Okay, call me a noob, What the heck EVER. I don't get the whole "The" highlighted in red thing.  Is it really necessary?

----------


## FFred

> I know for sure that men without an interest into one particular field don't mind 3 things:
> -Hot women (models, actresses, girlfriends, wives, etc.)
> -Cars (I am partial to the Mini Cooper since finding parking with it seems easy.  )
> -BFG (Big ... Guns, again, I am partial to the Barrel M82A  )


Frankly I don't know how to put this but those three options sound like a great way to look like a prepubescent *** IMO.

I wouldn't even dream of putting a girl, car or gun(??) as my desktop background. 

I generally use my own photos as backgrounds, taken specifically for this purpose. The current one is a lotus flower floating on a pond.

----------


## nanotube

> Frankly I don't know how to put this but those three options sound like a great way to look like a prepubescent *** IMO.


well, you obviously found a way to put this, haven't you? a gratuitously insulting way, but a way nevertheless... ah well...  :Rolling Eyes:

----------


## UI-Freak

So I am insulting you because I claim that women do not like Linux? I even receive an infraction for this from a moderator? Oh please! We are all adults here, are we not? I am not out of line. Isn't it a fact that Linux has a very, very, very small female user base?




> An EC funded study (2006) summarized in the Flosspols report, indicates that about 1.5% of FLOSS community members were female, compared with 28% in proprietary software. The Ubuntu Census Survey (June 2006) also reflects a similar female ratio with 2.4% women actively volunteering in the Ubuntu community.

----------


## nanotube

> So I am insulting you because I claim that women do not like Linux? I even receive an infraction for this from a moderator? Oh please! We are all adults here, are we not? I am not out of line. Isn't it a fact that Linux has a very, very, very small female user base?


yes, according to all stats i've seen around, it is a fact. 

isn't it also a fact that this thread was not about linux usage statistics, but about wallpapers (regardless of OS, really)? isn't it also a fact, therefore, that your post was completely off-topic? 

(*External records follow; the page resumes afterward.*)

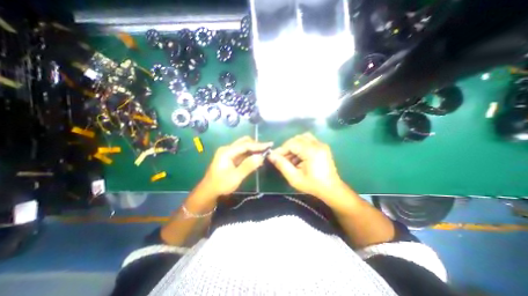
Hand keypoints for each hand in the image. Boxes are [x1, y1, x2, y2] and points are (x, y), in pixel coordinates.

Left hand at [201, 136, 268, 198]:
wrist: (209, 191)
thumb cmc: (221, 185)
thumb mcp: (236, 177)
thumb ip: (248, 166)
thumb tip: (261, 157)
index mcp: (227, 152)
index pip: (245, 145)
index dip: (258, 145)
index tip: (269, 145)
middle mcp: (227, 149)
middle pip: (244, 142)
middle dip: (256, 145)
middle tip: (267, 149)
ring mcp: (228, 153)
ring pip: (244, 146)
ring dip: (254, 149)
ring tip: (264, 152)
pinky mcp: (230, 157)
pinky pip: (242, 152)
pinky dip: (250, 153)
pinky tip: (257, 156)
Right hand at [268, 134, 346, 200]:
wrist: (331, 189)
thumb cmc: (313, 185)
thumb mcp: (294, 178)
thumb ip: (282, 165)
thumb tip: (271, 155)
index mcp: (312, 152)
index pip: (292, 143)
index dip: (281, 149)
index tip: (274, 157)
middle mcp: (317, 144)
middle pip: (296, 139)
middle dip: (287, 148)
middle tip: (282, 159)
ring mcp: (321, 144)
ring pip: (302, 138)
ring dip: (293, 146)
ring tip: (291, 158)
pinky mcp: (322, 146)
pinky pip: (308, 140)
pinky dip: (300, 146)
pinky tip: (299, 157)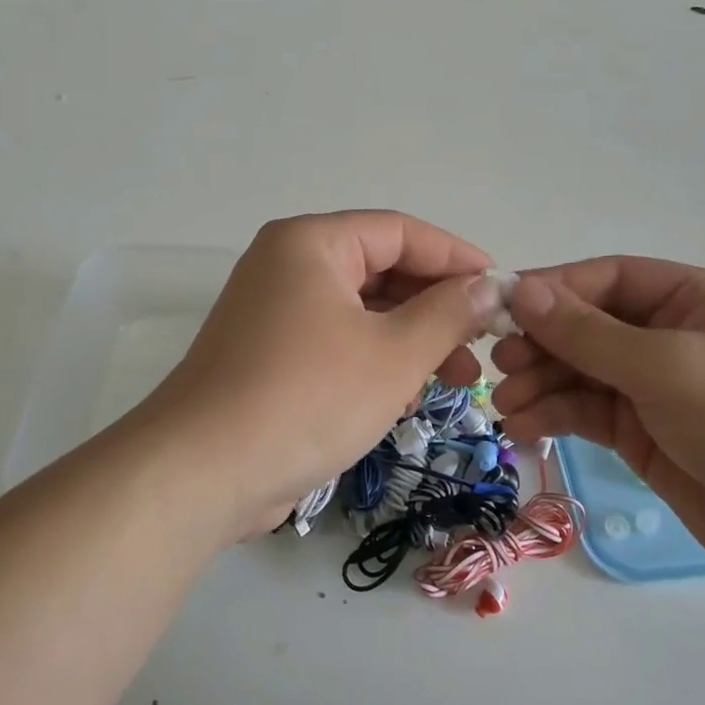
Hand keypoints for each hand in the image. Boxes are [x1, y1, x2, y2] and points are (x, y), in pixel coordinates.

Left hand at [136, 212, 500, 540]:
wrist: (203, 472)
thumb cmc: (307, 397)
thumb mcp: (393, 354)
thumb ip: (448, 314)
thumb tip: (489, 287)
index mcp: (311, 243)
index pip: (399, 232)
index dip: (456, 258)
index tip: (501, 290)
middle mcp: (287, 266)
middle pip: (380, 271)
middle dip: (436, 308)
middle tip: (483, 345)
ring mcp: (273, 313)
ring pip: (361, 313)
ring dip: (411, 341)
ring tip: (458, 381)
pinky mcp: (268, 356)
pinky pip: (335, 343)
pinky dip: (374, 363)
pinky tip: (404, 399)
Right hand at [491, 259, 704, 590]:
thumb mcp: (667, 366)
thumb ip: (588, 332)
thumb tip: (520, 291)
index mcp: (690, 298)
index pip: (606, 279)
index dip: (552, 290)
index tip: (501, 309)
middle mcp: (667, 334)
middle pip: (586, 325)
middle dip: (541, 343)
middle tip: (499, 364)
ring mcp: (653, 385)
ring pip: (579, 371)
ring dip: (540, 383)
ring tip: (506, 404)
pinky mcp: (641, 431)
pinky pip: (585, 411)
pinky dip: (553, 414)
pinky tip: (524, 426)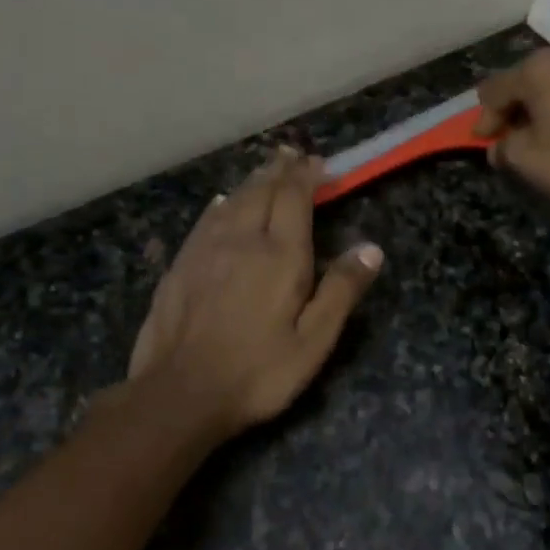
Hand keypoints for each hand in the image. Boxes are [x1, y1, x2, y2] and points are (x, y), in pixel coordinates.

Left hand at [127, 148, 383, 437]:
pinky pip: (204, 220)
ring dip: (251, 181)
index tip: (317, 162)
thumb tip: (371, 248)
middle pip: (260, 191)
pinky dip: (220, 204)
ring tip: (264, 171)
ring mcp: (204, 250)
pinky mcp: (179, 266)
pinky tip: (220, 203)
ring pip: (231, 201)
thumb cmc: (258, 373)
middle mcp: (241, 240)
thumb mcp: (314, 342)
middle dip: (279, 170)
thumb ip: (341, 291)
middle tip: (291, 155)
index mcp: (279, 255)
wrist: (180, 393)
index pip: (294, 197)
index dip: (306, 175)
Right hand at [473, 49, 549, 206]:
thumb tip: (500, 146)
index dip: (484, 119)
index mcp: (538, 70)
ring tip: (544, 141)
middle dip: (514, 112)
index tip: (483, 144)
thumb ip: (506, 149)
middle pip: (527, 83)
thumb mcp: (530, 162)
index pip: (494, 90)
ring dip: (545, 112)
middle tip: (511, 143)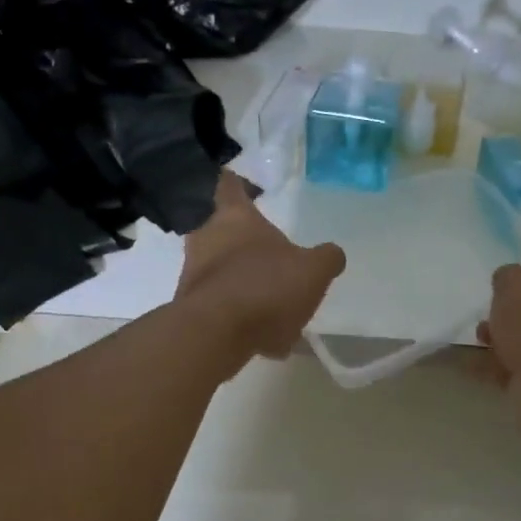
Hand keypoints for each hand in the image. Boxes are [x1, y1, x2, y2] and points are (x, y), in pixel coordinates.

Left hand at [176, 172, 345, 371]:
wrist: (215, 334)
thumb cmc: (265, 287)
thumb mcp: (313, 272)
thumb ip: (326, 259)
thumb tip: (332, 254)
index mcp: (235, 218)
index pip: (230, 186)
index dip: (238, 183)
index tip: (245, 184)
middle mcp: (206, 238)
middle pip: (221, 230)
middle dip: (242, 241)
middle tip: (268, 255)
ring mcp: (192, 273)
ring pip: (220, 270)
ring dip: (243, 283)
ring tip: (273, 306)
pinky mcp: (188, 308)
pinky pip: (218, 306)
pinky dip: (237, 316)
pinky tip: (263, 337)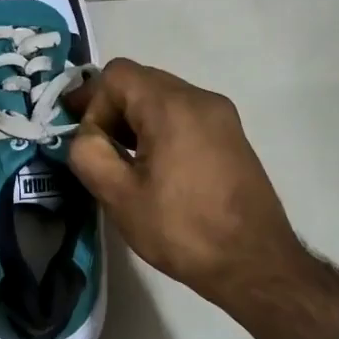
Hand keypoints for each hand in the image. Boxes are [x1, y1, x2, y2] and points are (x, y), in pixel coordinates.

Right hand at [66, 59, 299, 317]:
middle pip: (141, 81)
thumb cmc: (182, 229)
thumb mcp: (119, 196)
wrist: (255, 263)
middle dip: (110, 108)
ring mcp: (222, 116)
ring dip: (134, 119)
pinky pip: (184, 115)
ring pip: (163, 97)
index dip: (91, 101)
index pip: (117, 74)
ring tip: (120, 158)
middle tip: (92, 145)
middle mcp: (201, 98)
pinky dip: (159, 128)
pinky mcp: (232, 136)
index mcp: (172, 106)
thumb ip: (89, 154)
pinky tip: (152, 166)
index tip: (83, 138)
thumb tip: (86, 136)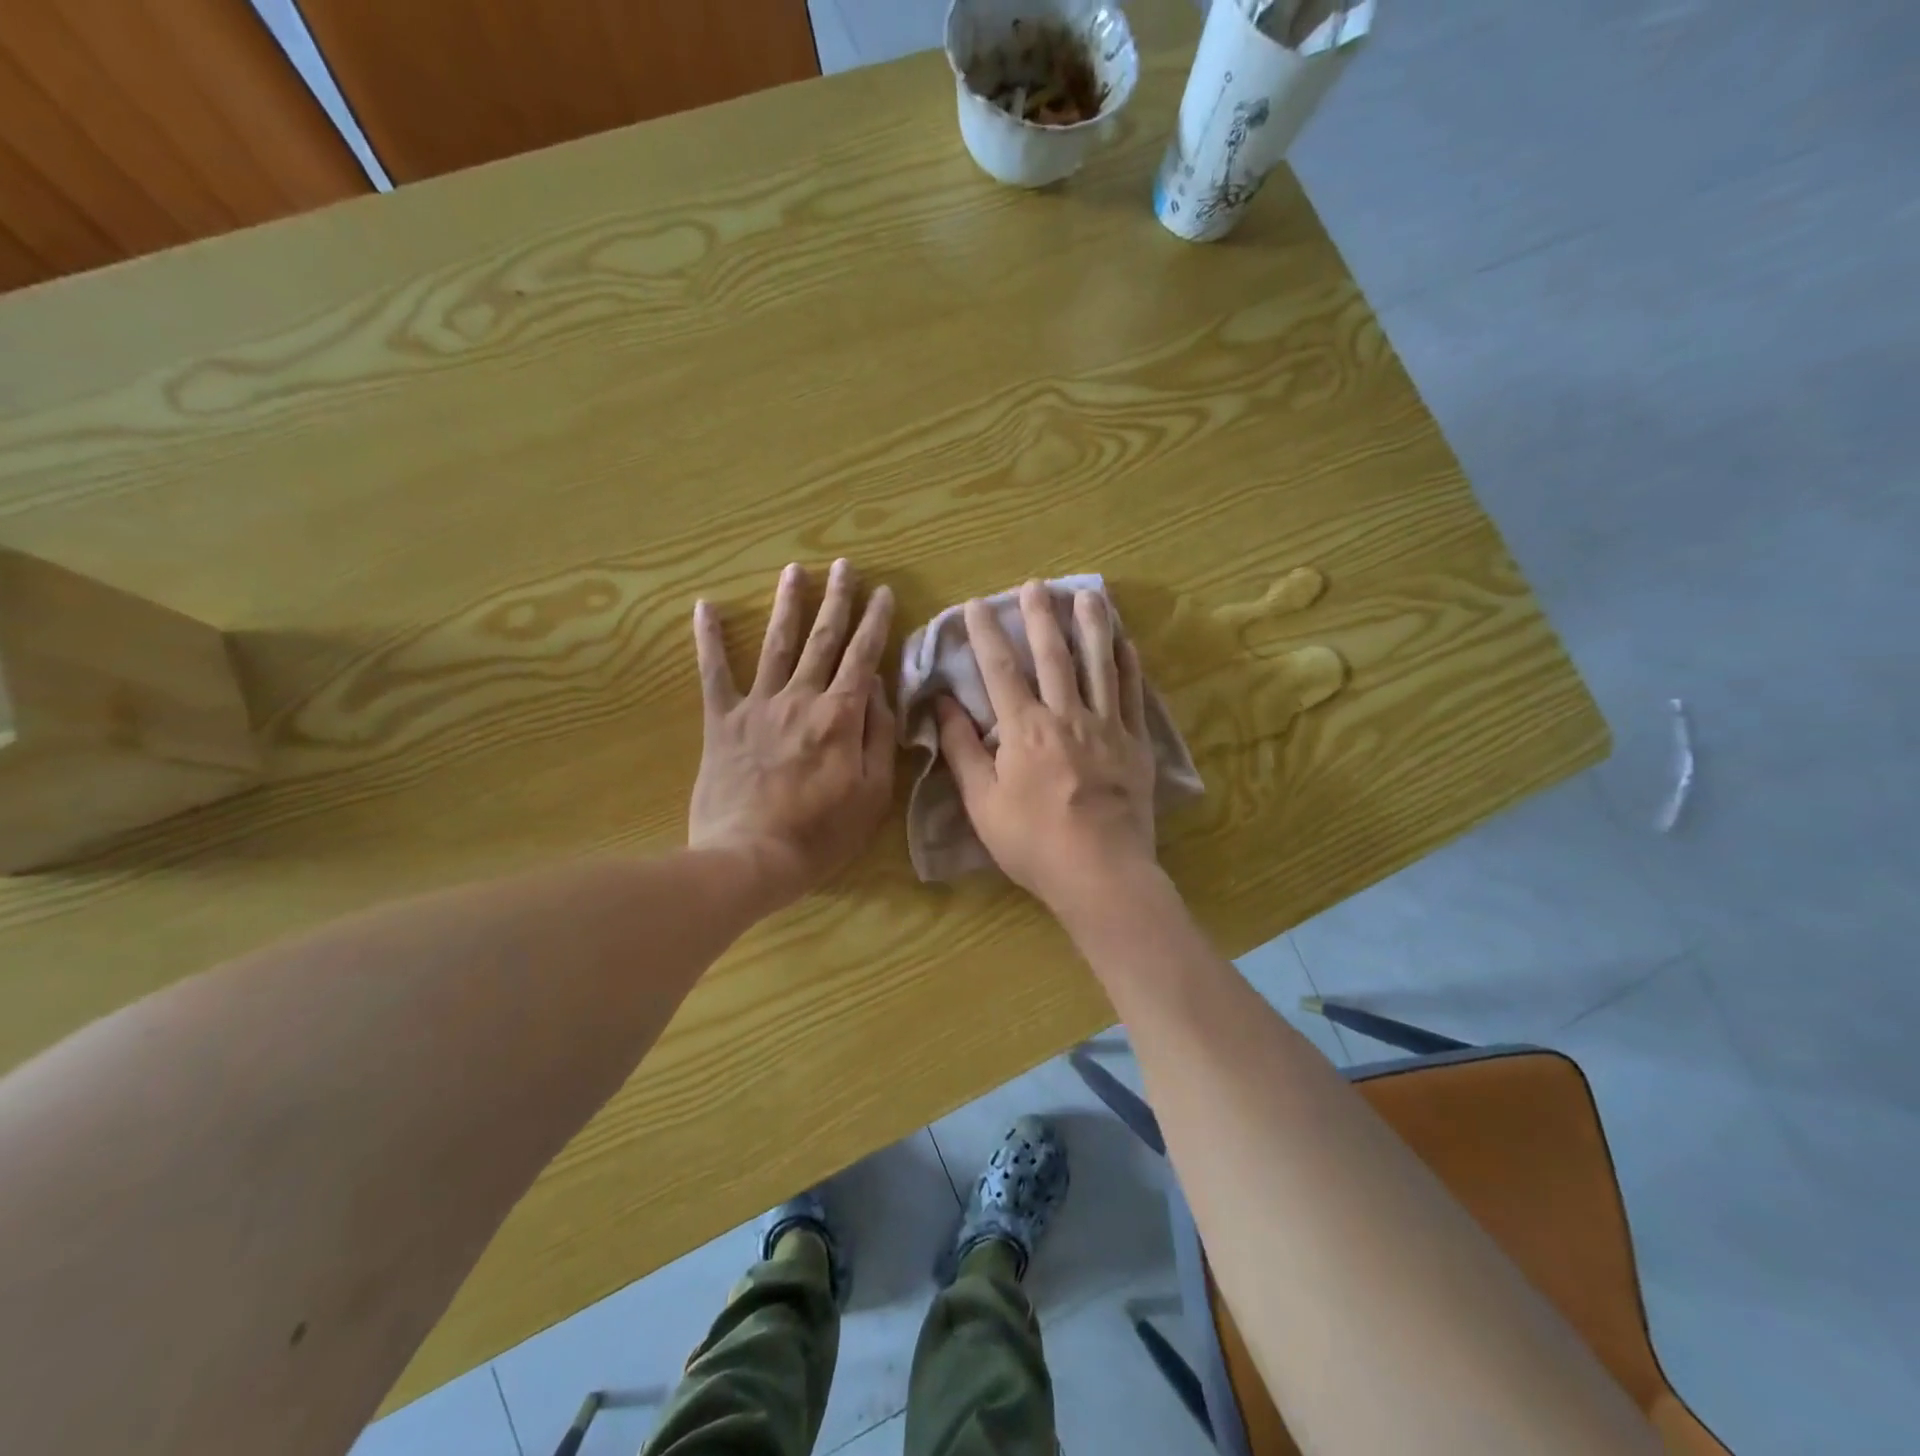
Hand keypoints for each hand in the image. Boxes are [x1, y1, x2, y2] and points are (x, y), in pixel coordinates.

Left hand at [689, 560, 895, 905]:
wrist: (750, 858)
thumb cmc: (821, 834)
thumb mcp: (873, 794)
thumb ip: (879, 737)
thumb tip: (879, 690)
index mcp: (840, 716)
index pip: (864, 657)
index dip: (875, 623)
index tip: (883, 592)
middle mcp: (801, 698)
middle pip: (823, 640)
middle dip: (837, 600)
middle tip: (844, 565)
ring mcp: (758, 706)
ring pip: (777, 644)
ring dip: (788, 604)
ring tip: (795, 571)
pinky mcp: (721, 721)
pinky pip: (714, 673)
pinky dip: (709, 638)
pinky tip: (705, 606)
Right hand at [936, 581, 1159, 919]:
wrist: (1100, 872)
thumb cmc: (1032, 842)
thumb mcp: (982, 802)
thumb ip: (962, 750)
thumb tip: (943, 704)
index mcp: (1024, 729)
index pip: (999, 670)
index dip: (986, 634)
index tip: (976, 605)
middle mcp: (1066, 715)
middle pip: (1052, 655)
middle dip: (1040, 616)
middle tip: (1034, 585)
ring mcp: (1107, 726)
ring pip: (1098, 664)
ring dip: (1091, 625)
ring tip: (1087, 593)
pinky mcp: (1135, 742)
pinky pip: (1133, 693)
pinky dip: (1128, 663)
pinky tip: (1125, 641)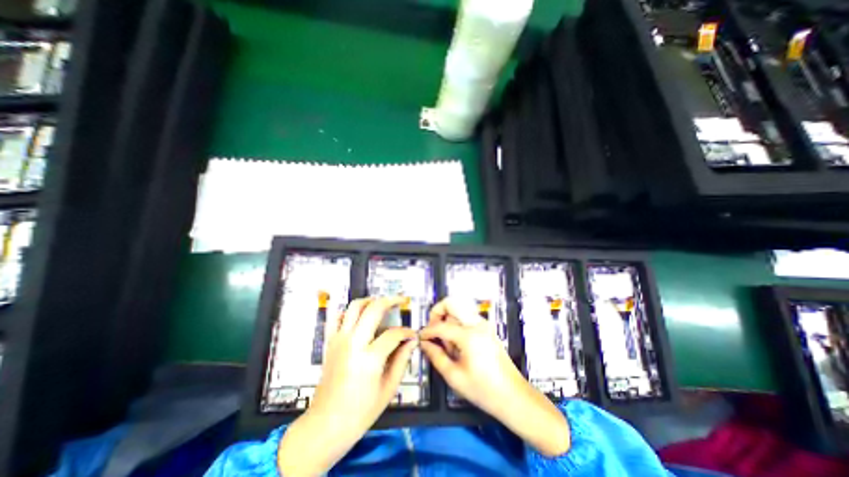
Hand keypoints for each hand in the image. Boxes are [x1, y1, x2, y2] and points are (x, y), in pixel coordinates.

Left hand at [280, 296, 417, 473]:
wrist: (326, 424)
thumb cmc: (361, 411)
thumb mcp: (389, 388)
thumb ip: (402, 360)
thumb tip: (412, 341)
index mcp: (370, 357)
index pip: (394, 334)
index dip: (407, 332)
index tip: (413, 335)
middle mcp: (354, 342)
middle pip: (374, 309)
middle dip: (391, 300)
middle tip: (401, 300)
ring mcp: (339, 340)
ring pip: (354, 306)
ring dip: (370, 300)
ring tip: (381, 302)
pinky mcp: (330, 342)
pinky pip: (336, 317)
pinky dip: (347, 311)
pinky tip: (358, 315)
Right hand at [416, 297, 569, 457]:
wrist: (514, 396)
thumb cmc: (484, 390)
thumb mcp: (455, 377)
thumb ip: (436, 356)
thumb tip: (424, 343)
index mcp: (469, 335)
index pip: (441, 325)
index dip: (427, 331)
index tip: (420, 338)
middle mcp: (477, 323)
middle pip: (451, 303)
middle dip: (437, 313)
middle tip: (433, 332)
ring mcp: (484, 324)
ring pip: (458, 309)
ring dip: (447, 320)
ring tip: (447, 344)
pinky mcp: (487, 328)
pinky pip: (466, 317)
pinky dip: (457, 324)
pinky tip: (457, 345)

isn't it a fact that you said "women do not like or want Linux at all", whereas your own statistics say that at least 1.5% of the user base is female? 

isn't it a fact that you were deliberately inflammatory by claiming "the total lack of professional desktop software, bad hardware support and horrid usability problems" for linux, which is patently untrue (the minimum needed prove that is to show at least one piece of professional desktop software for linux)? and again also completely unrelated to the topic of this thread, which is desktop wallpapers?

isn't it a fact that you posted that quote from the nyt "Linux is best for technically savvy users or for people whose needs are so basic that they will never need anything other than the bundled software." in yet another attempt to be deliberately inflammatory? 

there are lots of facts around here, and most of them are not helpful to your case.

----------


## potentia

> isn't it a fact that you said "women do not like or want Linux at all", whereas your own statistics say that at least 1.5% of the user base is female?


Ehm, that actually supports his claim.  :Wink:

----------


## nanotube

> Ehm, that actually supports his claim.


last time i checked, "at all" means "completely" which would mean "0%". i don't see that as support for his statement - it was clearly an exaggeration, made to rile up potential readers, as was just about everything else in his post.

----------


## potentia

Yeah, _but_ come on, 0% and 1.5% is actually almost the same, if you look away from mathematical theory. I think he tried to say "wallpapers won't attract women, and something may scare them off" which could be a "cultural" thing as well as a practical thing.

I wonder why this forum has so many threads about wallpapers and default wallpapers. People have changed them actively for years now, it really doesn't matter. A little more focus on the OS itself would probably be more productive.

For politicians or Linux a number as dangerously low as 1.5 % only is an indicator clearly showing that something is dangerously wrong. I prefer a 50 / 50 share of women and men in any kind development or politics, so almost zero really shows a huge problem, right there.

----------


## voided3

I'm a male in college and Interfacelift.com is the root of a lot of my backgrounds. I go either for the abstract OSXish backgrounds, landscapes, or guitars (or if it's a computer that's less than 500mhz, a solid color). Basically I go for anything that matches my OS theme or I think looks cool. I'm a guiarist/bassist too and I had a pictures of a Rickenbacker 360/12 and a Fender P-Bass as my backdrop for quite a while.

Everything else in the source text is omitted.